Posts Tagged ‘Caroline Knapp

01
Jan
14

gratuitous new year’s day post, no resolutions included

I laid in bed last night, well, this morning, actually, as the “old folks” managed to stay up past midnight to (quietly; no tin whistles, no confetti) welcome in 2014. (I want to say that next year there will be banging on pots and pans, and shouting, but that sounds suspiciously like a resolution. Hmmm. . . .)  I listened to the furnace shut off the last time before the Big Cooldown we have programmed into the thermostat (59˚ overnight) and to Second Son rustling around a bit in his basement bedroom (nice alliteration) and marveled at how well I could see out the window given that it was overcast and there are no street lights in our neighborhood — radiant light from the snow, I guess.

The trees were vague, foggy pencil lines against the gray sky. The house made its other noises. Husband snored quietly beside me.

I wouldn’t say that I’m more retrospective on New Year’s Eve or New Year’s Day than I am most other days of the year. I often think that if I spent less time “navel gazing” and more time looking out at the world I might even be able to release some of my mind-fuck obsessions and be, if not “happier,” more content in the world.

Coincidentally, though, we were wanting to recreate our New Years Eve dinner of a couple of years back, so I found myself paging back through this blog looking for the post–unintentionally exceptionally retrospective I guess. I had thought it was just last year, but it was two years ago, so I ended up reading a lot of other things, including some poems that were actually kind of not awful (and that I don’t actually remember writing), and watching some video clips of some pretty powerful performance art, etc. etc. A not-entirely unpleasant, short walk down memory lane.

It seems that I’m not ranting (or posting, for that matter) as much as I used to, and now I’m trying to figure out why. I’m a little more tired, I guess, or possibly (finally!?!) realizing that my ranting doesn’t really change anything. I’ve gotten pretty busy, although I was pretty busy when I was posting almost every day and averaging hits in the hundreds per day, rather than the single digits as I am now. I upset some people a few months ago, and felt badly about it, so didn’t post for a while, even though I thought they were kind of missing the point. I guess it’s as much my fault for not making my point clearly as it is for them not “getting” it — what is the writer’s job if not to communicate clearly and well?

I miss it, my daily commune with “my blog” and you, my readers; but I don’t seem to “love” it like I did.

All those words shouted out into the ether (until your face gets hoarse, ani dif.), never really sure what I’m hoping to hear in response. Validation? Empathy? The knowledge/awareness/hope that whatever I’m thinking or feeling, I’m not the only one? And why does that matter? I find that I want to write less and read more, but even then, I have the vague sense that l am (persistently) looking for (and never finding) the answers to life persistent questions. Caroline Knapp (Appetites) speculates that all a woman needs is a good boyfriend, a good job, and a good apartment. (relationship, financial, and domestic security). I have those things, but still feel I am looking for something (what kind of paradise am I looking for? ani dif. again)
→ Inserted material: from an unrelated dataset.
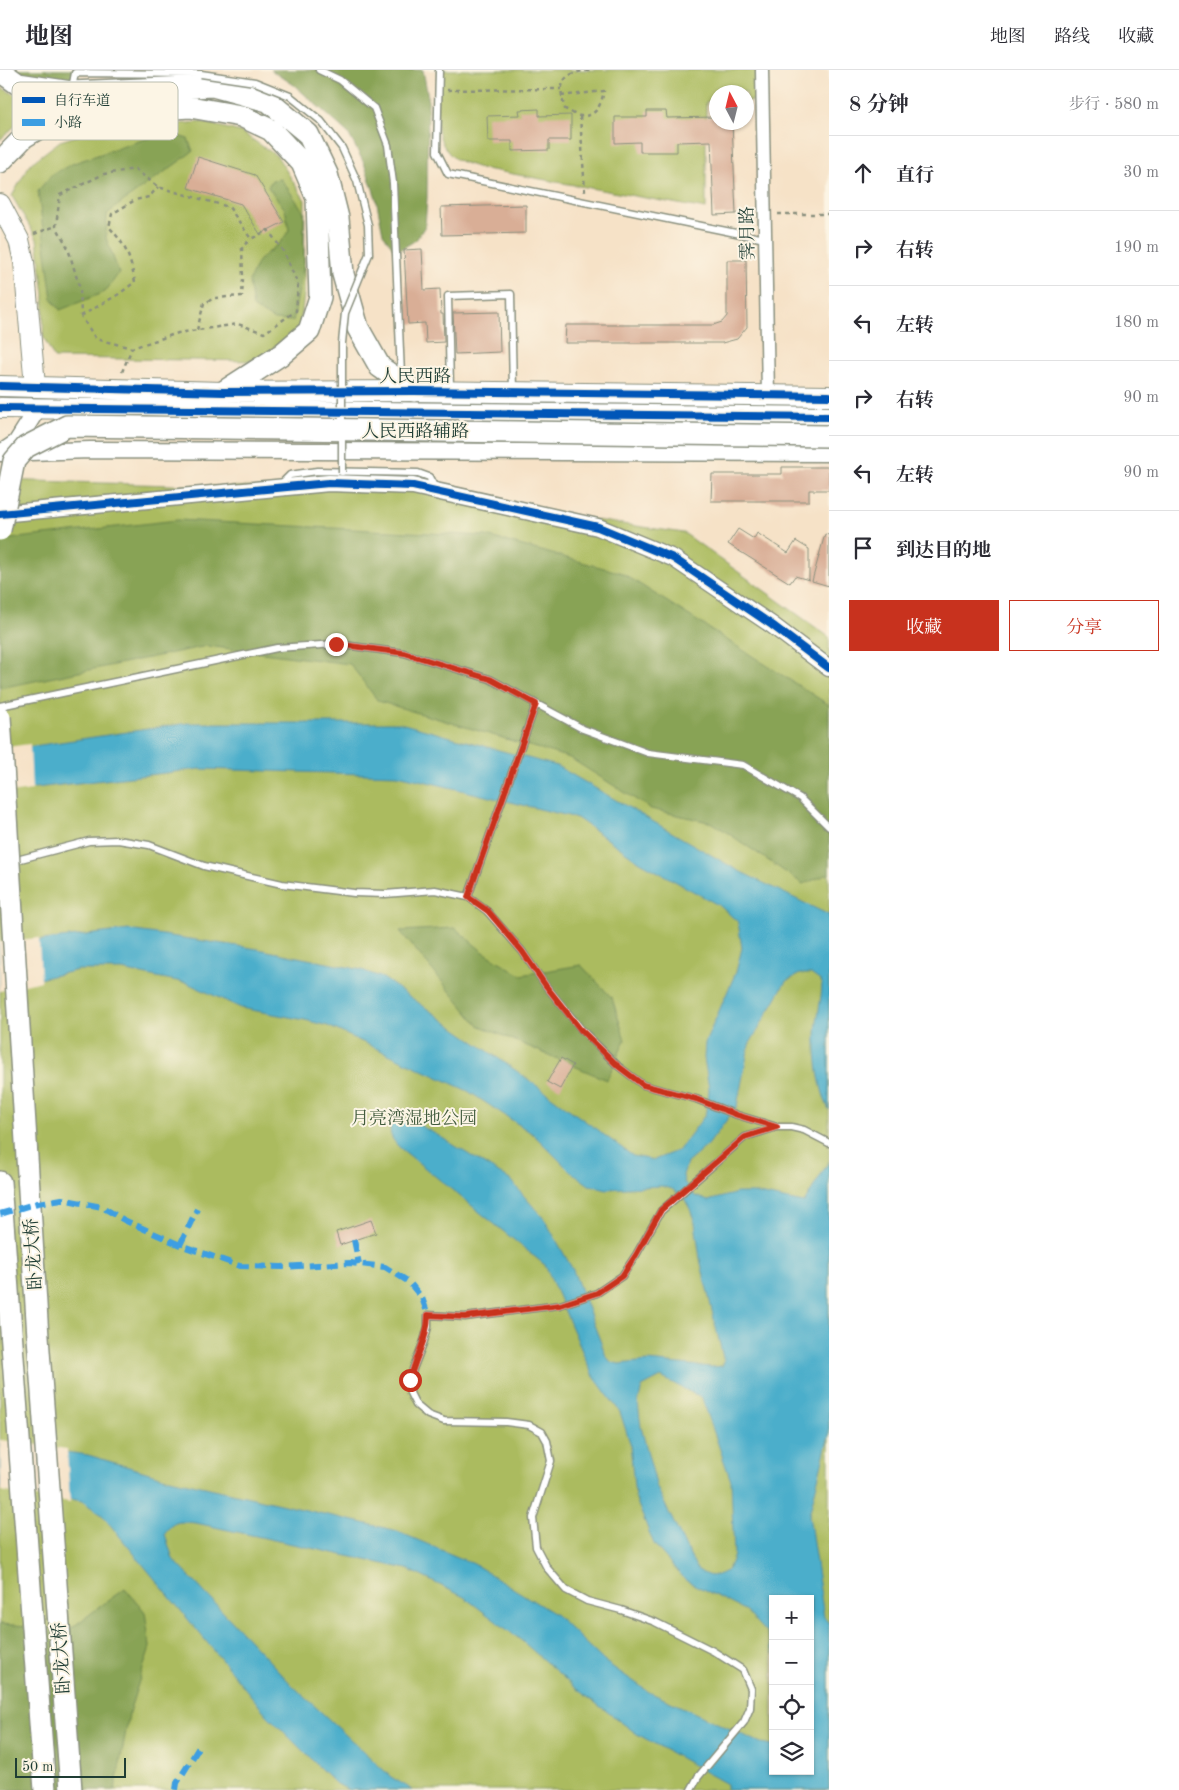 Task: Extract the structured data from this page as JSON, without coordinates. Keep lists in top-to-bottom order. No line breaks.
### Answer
{"streets":{"highway":["卧龙大桥"],"main road":["人民西路"],"street":["霁月路","人民西路辅路"]},"crossings":[["霁月路","人民西路"]],"parks":["月亮湾湿地公园"],"legend":["自行车道","小路"],"scale_bar":"50 m","north":"top","page":{"header":"地图","nav":["地图","路线","收藏"],"heading":["8 分钟","步行 · 580 m"],"list":[["直行","30 m"],["右转","190 m"],["左转","180 m"],["右转","90 m"],["左转","90 m"],"到达目的地"],"buttons":["收藏","分享"],"map_buttons":["+","−"],"scale":"50 m"}}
Caroline Knapp, (and the writers of Serenity), speculate that the wanting, searching, the sense of lack, isn’t necessarily a bad thing. It is what gives our lives purpose, direction, keeps us moving forward rather than resting slothfully on our laurels munching grapes and watching bad television.

And yet I can’t help but be disappointed when things are less than I think they could be, or less than I hoped.
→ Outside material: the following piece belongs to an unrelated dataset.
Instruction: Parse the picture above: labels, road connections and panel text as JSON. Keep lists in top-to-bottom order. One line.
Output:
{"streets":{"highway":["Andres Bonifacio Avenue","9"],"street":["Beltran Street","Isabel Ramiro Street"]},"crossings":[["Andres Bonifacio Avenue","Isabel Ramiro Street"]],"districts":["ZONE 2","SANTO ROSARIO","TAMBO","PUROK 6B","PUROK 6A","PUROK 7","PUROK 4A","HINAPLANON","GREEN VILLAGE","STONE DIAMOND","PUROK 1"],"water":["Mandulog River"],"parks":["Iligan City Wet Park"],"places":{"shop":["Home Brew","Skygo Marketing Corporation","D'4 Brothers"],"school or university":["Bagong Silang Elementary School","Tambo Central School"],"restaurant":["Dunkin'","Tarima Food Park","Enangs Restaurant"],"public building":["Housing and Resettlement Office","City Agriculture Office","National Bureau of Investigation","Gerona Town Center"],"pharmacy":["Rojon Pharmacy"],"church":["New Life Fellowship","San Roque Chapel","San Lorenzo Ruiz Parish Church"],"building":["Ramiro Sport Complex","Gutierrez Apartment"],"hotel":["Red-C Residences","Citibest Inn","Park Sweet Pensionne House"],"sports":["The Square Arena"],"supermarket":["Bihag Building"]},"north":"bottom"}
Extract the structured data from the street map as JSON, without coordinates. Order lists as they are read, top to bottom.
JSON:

Again, Caroline Knapp writes of how, maybe, it is the moments we must treasure — of pure joy, contentment, ease; maybe in the afterglow of a great conversation/connection (even if brief) with someone we love, or with someone with whom we had no expectation of having a great conversation/connection; when we feel gratified or appreciated by that one person at our job; when the laundry is done and the dishes are washed and we sit on a comfortable couch in a cozy room after a delicious meal.
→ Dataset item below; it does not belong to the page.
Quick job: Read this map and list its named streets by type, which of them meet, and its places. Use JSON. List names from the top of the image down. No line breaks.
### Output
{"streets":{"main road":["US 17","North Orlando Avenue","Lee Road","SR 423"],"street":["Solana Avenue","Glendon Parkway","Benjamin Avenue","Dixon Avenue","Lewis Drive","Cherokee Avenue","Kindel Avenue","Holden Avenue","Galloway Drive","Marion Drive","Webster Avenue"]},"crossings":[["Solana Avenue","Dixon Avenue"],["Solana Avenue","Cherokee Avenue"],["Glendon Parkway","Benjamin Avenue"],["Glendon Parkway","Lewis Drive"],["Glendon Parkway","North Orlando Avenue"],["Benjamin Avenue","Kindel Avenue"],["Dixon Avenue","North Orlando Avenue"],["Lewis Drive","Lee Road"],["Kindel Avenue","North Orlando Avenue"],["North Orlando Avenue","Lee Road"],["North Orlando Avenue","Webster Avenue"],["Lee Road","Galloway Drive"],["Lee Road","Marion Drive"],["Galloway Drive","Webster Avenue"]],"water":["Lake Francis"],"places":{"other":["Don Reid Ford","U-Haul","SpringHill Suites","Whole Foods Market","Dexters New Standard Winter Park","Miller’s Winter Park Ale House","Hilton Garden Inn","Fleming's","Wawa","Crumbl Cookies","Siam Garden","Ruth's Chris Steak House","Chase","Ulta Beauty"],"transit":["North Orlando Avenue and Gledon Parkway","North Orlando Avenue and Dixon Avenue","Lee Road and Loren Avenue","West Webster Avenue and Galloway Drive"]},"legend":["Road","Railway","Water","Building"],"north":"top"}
I can’t help but wonder (shades of Carrie Bradshaw) if those moments could be more often, or at the very least more easily held on to, if one could come to terms with the fact that there is no perfect, persistent joy. Maybe that’s the kind of paradise I’m looking for. Maybe, in this year where I, by the end, will have actually turned 50 (gasp!), I finally stop.

Now, someone else’s resolutions:

It’s still cold outside, we’ve had too much pecan pie and bad fudge, the family circus is performing, and we’re not sure what to make of this year that was pretty brutal at times, amiright? Take a long, belly deep breath. Feel your feet flat beneath you. Pull that core tall. Smile inside your mouth and feel your face soften. Put your head up, point your eyes forward. You with me? Listen … When your perceived troubles make you brood, it makes you a joy cannibal. Cut it out. We’re trying to have holiday spirit here. Maybe you’re bobbing along in the ocean of wherever you ended up. Pick a point, create a purpose, and move (ever slowly sometimes) towards it. Every day is the right day to reassess, make a map, rally the stakeholders to your own life, show up for someone else, and build capacity to be a better fucking human being. This is why love matters most. This is why you’re alive. This is why life is so painfully short and your sucky attitude is a waste of fine time. Break down the barriers you’ve built between you and the love of that god, that man, that woman, that child, and that person inside yourself you bully. Fly up to your own big picture. It’s a challenge to be honest with yourself, stop rating other people’s sins over your own, and steer your own damn boat. Change only comes with challenge. You can still be what you gave up on back when. You are in control of your own reaction in each moment and nothing else. Stand tall, breathe deep, smile softly, and forgive yourself for all that shit you won’t let go. Now is the time to put it down because it’s stupid heavy and you have a light heart. Get out of the harbor. Stop gripping the [buoy]. Be magnanimous, even when they don’t deserve it. Because you don’t sometimes, either. We’re all recipients of everyday grace and fear of hell isn’t what gets you into heaven. I don’t even believe in hell. Does that make you mad? Why? You are worthy of love and have so much to give. We all could work our hearts whole. Don’t be scared when someone loves differently than you, when their big plan isn’t like yours, and when their drive makes you ashamed at your own dog paddling. Pick a point, start a new year, and don’t look back. Head up, eyes forward.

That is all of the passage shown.